Task directions
From the entries that follow, list every line in which the string "MATADI" appears.

Task input
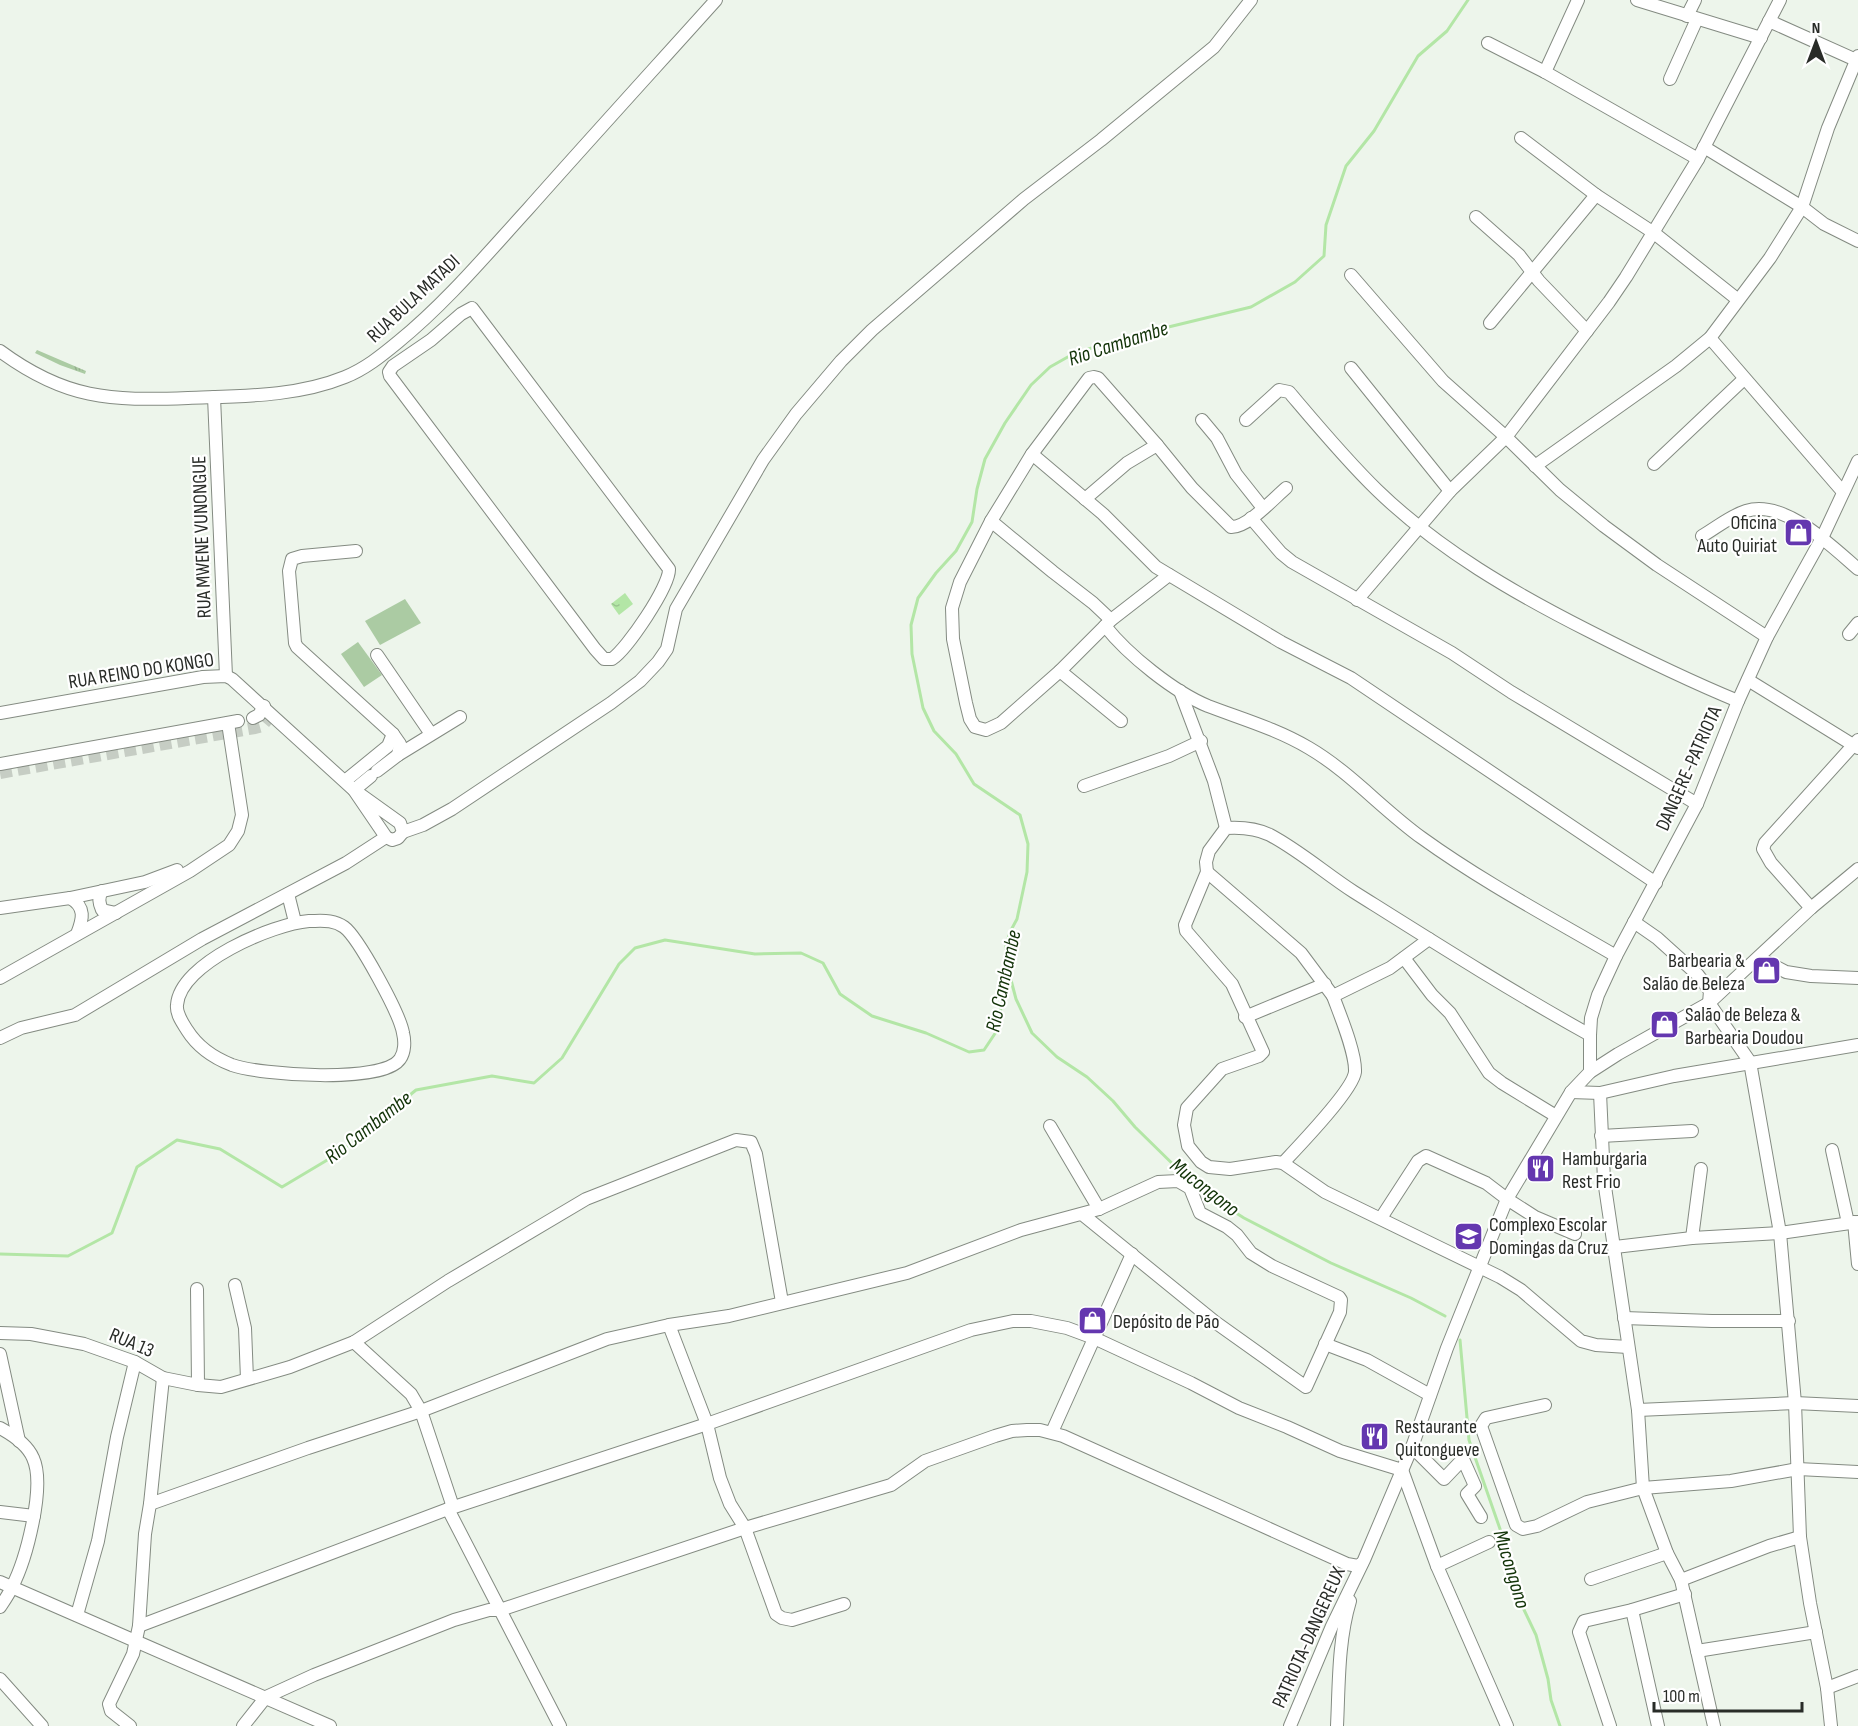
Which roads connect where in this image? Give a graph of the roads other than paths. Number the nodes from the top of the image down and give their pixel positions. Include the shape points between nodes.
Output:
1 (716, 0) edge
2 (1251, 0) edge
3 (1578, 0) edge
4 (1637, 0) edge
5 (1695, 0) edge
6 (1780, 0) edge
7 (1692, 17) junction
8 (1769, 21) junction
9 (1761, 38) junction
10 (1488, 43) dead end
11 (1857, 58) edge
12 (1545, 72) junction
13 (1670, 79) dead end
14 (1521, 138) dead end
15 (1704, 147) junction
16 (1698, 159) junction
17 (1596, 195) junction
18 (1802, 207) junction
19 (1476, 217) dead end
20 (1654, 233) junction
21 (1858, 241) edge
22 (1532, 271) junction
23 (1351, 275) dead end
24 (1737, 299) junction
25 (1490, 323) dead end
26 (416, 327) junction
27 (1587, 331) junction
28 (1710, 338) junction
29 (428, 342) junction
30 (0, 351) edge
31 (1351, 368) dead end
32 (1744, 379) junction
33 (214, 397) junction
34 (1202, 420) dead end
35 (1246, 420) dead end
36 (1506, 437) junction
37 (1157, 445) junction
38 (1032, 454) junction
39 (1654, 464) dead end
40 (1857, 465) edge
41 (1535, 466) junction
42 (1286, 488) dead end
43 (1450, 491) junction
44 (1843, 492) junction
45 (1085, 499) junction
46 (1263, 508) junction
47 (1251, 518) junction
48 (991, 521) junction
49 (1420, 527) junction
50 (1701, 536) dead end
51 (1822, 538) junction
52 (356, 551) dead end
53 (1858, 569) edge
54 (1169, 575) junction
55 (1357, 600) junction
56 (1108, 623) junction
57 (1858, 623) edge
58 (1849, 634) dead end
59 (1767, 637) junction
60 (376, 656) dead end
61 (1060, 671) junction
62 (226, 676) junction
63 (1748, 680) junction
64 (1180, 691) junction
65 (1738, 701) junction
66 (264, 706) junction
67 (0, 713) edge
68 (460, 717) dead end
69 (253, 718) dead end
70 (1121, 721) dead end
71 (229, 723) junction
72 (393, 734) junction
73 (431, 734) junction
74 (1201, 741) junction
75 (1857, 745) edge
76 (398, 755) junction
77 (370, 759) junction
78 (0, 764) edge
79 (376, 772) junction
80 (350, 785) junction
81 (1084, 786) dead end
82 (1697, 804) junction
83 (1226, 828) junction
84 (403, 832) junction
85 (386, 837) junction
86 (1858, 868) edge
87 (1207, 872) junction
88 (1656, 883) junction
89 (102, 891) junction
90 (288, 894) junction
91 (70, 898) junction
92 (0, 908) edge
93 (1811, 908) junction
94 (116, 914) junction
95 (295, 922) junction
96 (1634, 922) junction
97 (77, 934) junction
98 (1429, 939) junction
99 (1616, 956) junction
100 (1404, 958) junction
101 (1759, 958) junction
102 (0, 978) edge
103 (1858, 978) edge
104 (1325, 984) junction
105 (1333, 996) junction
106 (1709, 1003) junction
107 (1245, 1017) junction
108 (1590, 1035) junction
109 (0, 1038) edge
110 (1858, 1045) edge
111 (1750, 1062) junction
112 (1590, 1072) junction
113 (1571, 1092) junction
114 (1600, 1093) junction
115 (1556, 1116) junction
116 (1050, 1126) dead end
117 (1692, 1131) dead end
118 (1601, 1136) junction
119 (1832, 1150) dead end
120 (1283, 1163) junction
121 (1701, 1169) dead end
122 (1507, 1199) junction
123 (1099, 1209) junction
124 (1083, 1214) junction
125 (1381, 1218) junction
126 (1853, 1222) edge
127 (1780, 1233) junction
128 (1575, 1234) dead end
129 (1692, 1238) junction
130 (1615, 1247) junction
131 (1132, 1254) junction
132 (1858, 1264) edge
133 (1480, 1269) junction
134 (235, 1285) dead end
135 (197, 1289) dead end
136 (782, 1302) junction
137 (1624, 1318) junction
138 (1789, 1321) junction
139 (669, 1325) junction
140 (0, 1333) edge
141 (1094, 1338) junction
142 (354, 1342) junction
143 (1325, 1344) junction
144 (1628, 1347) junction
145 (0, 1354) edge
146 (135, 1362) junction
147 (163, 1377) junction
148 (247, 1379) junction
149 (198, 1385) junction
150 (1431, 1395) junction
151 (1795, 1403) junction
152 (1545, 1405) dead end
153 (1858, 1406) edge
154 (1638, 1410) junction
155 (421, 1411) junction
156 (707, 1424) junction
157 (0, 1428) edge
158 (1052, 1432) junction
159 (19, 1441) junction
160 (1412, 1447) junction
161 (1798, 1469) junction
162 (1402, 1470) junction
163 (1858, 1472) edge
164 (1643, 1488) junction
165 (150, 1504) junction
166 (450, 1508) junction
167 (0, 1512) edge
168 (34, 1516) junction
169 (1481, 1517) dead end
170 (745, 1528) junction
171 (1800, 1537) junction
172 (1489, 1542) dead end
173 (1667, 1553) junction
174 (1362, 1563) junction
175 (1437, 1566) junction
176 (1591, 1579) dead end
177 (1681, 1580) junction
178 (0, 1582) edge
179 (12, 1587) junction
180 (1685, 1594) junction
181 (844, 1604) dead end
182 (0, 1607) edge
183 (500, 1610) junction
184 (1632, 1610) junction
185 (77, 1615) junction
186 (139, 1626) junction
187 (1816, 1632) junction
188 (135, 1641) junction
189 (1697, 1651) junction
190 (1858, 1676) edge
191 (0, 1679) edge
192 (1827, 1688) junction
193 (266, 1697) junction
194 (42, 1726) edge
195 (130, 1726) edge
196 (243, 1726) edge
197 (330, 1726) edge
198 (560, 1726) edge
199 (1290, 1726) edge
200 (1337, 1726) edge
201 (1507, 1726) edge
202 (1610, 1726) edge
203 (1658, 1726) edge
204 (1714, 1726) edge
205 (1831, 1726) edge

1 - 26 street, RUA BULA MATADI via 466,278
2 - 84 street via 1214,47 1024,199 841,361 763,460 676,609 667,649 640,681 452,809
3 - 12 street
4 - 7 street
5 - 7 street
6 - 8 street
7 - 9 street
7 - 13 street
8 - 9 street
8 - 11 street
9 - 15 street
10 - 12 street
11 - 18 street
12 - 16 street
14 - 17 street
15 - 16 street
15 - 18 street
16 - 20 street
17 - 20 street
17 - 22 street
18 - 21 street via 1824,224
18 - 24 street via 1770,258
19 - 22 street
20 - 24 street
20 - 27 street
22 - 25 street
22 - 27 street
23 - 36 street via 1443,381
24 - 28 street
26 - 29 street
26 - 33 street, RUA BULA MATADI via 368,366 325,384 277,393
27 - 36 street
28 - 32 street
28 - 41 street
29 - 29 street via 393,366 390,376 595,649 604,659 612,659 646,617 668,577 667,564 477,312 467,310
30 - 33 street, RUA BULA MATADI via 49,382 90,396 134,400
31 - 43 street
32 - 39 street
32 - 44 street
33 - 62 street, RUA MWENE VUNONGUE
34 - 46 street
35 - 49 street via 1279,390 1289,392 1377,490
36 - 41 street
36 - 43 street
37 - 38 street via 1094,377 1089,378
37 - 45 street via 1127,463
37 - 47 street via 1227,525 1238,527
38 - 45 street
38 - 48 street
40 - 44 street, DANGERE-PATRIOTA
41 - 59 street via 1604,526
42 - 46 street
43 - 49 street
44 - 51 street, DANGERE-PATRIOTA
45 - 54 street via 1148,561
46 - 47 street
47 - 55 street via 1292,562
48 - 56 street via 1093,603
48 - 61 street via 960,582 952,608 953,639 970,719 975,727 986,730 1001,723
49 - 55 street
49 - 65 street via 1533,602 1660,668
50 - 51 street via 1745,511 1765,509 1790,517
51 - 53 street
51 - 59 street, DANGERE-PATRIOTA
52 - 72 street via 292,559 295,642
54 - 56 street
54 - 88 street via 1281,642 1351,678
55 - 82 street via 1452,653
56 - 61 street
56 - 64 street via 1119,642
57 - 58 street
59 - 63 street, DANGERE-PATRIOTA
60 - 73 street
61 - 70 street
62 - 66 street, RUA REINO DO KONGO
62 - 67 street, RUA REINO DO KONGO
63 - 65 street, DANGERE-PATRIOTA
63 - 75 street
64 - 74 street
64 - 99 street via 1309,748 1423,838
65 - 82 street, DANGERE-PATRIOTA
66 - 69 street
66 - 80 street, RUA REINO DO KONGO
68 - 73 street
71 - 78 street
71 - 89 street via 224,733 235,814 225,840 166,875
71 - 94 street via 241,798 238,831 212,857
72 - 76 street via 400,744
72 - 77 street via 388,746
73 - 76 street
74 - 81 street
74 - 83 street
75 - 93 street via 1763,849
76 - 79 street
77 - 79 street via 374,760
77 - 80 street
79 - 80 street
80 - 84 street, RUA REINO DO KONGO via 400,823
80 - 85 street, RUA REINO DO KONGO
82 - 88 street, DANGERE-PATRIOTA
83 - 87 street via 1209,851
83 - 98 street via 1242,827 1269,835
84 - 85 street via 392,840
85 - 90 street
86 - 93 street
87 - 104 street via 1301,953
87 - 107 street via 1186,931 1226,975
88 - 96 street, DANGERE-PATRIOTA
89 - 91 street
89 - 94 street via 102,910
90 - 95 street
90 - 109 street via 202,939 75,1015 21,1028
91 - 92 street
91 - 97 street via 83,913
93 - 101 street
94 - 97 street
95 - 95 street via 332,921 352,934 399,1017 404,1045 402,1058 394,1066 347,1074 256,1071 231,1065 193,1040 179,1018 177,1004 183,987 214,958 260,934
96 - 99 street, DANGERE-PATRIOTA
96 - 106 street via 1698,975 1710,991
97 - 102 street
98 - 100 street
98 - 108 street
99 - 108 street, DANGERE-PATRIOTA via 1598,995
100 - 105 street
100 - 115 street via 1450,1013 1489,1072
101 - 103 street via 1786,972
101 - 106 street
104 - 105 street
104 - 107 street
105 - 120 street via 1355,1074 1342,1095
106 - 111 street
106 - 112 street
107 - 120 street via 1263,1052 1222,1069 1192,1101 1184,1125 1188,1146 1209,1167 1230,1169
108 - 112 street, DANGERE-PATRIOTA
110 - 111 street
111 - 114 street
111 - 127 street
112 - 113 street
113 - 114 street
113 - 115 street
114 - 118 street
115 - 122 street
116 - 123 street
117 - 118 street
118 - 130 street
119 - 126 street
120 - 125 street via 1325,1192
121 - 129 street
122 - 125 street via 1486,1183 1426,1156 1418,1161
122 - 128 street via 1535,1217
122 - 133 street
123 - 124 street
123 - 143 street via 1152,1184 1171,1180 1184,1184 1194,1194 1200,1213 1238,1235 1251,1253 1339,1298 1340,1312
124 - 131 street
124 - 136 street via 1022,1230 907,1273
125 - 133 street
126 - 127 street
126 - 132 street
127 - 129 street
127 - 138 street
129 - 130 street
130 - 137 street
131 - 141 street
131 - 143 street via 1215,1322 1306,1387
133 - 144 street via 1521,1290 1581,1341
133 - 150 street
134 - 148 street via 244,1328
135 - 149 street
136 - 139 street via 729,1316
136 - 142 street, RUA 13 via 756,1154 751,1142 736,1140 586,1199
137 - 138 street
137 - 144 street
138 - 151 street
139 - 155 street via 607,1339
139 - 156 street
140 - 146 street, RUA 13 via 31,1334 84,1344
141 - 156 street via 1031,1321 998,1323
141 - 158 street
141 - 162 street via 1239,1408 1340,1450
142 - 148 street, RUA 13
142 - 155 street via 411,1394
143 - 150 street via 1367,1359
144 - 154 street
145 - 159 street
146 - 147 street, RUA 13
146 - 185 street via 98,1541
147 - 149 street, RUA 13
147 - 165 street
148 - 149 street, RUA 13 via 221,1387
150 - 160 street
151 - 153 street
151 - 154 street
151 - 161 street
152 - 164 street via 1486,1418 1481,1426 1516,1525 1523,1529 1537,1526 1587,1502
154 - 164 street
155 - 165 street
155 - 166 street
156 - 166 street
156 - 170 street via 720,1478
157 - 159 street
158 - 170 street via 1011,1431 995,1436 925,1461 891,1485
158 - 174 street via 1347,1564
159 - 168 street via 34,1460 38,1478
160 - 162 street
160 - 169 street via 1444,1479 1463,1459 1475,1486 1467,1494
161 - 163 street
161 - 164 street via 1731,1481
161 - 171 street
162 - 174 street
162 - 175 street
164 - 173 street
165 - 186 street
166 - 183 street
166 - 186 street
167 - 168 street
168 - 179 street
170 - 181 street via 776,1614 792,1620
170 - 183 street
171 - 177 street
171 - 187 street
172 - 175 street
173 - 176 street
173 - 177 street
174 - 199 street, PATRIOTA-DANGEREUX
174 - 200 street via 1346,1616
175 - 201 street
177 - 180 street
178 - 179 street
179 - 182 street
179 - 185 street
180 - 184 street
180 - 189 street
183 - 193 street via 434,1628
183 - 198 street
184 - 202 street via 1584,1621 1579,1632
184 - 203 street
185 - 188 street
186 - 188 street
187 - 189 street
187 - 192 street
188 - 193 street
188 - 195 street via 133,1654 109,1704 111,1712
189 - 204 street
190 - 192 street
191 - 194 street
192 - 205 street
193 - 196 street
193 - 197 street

Solution for this exercise
1 - 26 street, RUA BULA MATADI via 466,278
26 - 33 street, RUA BULA MATADI via 368,366 325,384 277,393
30 - 33 street, RUA BULA MATADI via 49,382 90,396 134,400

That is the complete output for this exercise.